- _MATERIAL FOR THE TASK_:
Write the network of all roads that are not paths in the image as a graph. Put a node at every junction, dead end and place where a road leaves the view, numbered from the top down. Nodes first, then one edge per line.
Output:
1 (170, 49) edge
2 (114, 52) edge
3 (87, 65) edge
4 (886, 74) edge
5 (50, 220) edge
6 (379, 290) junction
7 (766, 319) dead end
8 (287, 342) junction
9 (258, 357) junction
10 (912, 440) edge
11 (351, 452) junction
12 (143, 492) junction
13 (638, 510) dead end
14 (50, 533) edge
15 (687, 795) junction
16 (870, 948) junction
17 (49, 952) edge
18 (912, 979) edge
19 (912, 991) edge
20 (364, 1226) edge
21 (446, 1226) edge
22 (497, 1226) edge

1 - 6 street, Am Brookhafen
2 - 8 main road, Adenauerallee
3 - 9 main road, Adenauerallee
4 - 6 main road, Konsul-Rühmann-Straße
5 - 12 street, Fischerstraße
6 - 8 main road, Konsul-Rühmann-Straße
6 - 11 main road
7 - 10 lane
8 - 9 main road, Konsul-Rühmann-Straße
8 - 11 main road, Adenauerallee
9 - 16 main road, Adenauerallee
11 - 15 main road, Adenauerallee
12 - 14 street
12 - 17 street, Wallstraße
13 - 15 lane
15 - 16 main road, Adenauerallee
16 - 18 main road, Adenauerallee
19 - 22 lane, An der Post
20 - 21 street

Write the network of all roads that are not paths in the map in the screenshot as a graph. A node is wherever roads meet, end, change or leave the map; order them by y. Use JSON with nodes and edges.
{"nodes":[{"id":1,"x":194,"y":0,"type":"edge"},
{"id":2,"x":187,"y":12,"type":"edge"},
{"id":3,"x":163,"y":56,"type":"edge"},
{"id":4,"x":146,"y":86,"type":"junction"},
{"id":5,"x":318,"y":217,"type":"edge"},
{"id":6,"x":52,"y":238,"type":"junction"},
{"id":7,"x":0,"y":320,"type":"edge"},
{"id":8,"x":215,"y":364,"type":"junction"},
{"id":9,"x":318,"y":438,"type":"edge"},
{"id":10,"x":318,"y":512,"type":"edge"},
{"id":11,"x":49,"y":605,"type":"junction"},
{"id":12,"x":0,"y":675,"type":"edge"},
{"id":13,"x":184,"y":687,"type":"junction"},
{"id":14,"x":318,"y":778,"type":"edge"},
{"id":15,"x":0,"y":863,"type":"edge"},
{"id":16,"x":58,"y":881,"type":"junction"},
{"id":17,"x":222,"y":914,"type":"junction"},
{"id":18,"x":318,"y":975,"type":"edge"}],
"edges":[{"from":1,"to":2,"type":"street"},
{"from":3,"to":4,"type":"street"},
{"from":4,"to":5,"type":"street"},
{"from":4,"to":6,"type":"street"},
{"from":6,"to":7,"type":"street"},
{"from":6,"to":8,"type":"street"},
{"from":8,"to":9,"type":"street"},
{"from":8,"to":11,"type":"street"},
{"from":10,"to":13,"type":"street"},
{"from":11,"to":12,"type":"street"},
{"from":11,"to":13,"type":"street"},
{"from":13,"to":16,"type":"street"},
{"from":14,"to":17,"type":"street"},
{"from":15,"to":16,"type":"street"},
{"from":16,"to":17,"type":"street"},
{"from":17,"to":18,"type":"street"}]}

- _EXERCISE REQUIREMENTS_:
Take the records shown above and output them again exactly.

- _EXERCISE RESPONSE_:
Write the network of all roads that are not paths in the image as a graph. Put a node at every junction, dead end and place where a road leaves the view, numbered from the top down. Nodes first, then one edge per line.
Output:
1 (170, 49) edge
2 (114, 52) edge
3 (87, 65) edge
4 (886, 74) edge
5 (50, 220) edge
6 (379, 290) junction
7 (766, 319) dead end
8 (287, 342) junction
9 (258, 357) junction
10 (912, 440) edge
11 (351, 452) junction
12 (143, 492) junction
13 (638, 510) dead end
14 (50, 533) edge
15 (687, 795) junction
16 (870, 948) junction
17 (49, 952) edge
18 (912, 979) edge
19 (912, 991) edge
20 (364, 1226) edge
21 (446, 1226) edge
22 (497, 1226) edge

1 - 6 street, Am Brookhafen
2 - 8 main road, Adenauerallee
3 - 9 main road, Adenauerallee
4 - 6 main road, Konsul-Rühmann-Straße
5 - 12 street, Fischerstraße
6 - 8 main road, Konsul-Rühmann-Straße
6 - 11 main road
7 - 10 lane
8 - 9 main road, Konsul-Rühmann-Straße
8 - 11 main road, Adenauerallee
9 - 16 main road, Adenauerallee
11 - 15 main road, Adenauerallee
12 - 14 street
12 - 17 street, Wallstraße
13 - 15 lane
15 - 16 main road, Adenauerallee
16 - 18 main road, Adenauerallee
19 - 22 lane, An der Post
20 - 21 street

Write the network of all roads that are not paths in the map in the screenshot as a graph. A node is wherever roads meet, end, change or leave the map; order them by y. Use JSON with nodes and edges.
{"nodes":[{"id":1,"x":194,"y":0,"type":"edge"},
{"id":2,"x":187,"y":12,"type":"edge"},
{"id":3,"x":163,"y":56,"type":"edge"},
{"id":4,"x":146,"y":86,"type":"junction"},
{"id":5,"x":318,"y":217,"type":"edge"},
{"id":6,"x":52,"y":238,"type":"junction"},
{"id":7,"x":0,"y":320,"type":"edge"},
{"id":8,"x":215,"y":364,"type":"junction"},
{"id":9,"x":318,"y":438,"type":"edge"},
{"id":10,"x":318,"y":512,"type":"edge"},
{"id":11,"x":49,"y":605,"type":"junction"},
{"id":12,"x":0,"y":675,"type":"edge"},
{"id":13,"x":184,"y":687,"type":"junction"},
{"id":14,"x":318,"y":778,"type":"edge"},
{"id":15,"x":0,"y":863,"type":"edge"},
{"id":16,"x":58,"y":881,"type":"junction"},
{"id":17,"x":222,"y":914,"type":"junction"},
{"id":18,"x":318,"y":975,"type":"edge"}],
"edges":[{"from":1,"to":2,"type":"street"},
{"from":3,"to":4,"type":"street"},
{"from":4,"to":5,"type":"street"},
{"from":4,"to":6,"type":"street"},
{"from":6,"to":7,"type":"street"},
{"from":6,"to":8,"type":"street"},
{"from":8,"to":9,"type":"street"},
{"from":8,"to":11,"type":"street"},
{"from":10,"to":13,"type":"street"},
{"from":11,"to":12,"type":"street"},
{"from":11,"to":13,"type":"street"},
{"from":13,"to":16,"type":"street"},
{"from":14,"to":17,"type":"street"},
{"from":15,"to":16,"type":"street"},
{"from":16,"to":17,"type":"street"},
{"from":17,"to":18,"type":"street"}]}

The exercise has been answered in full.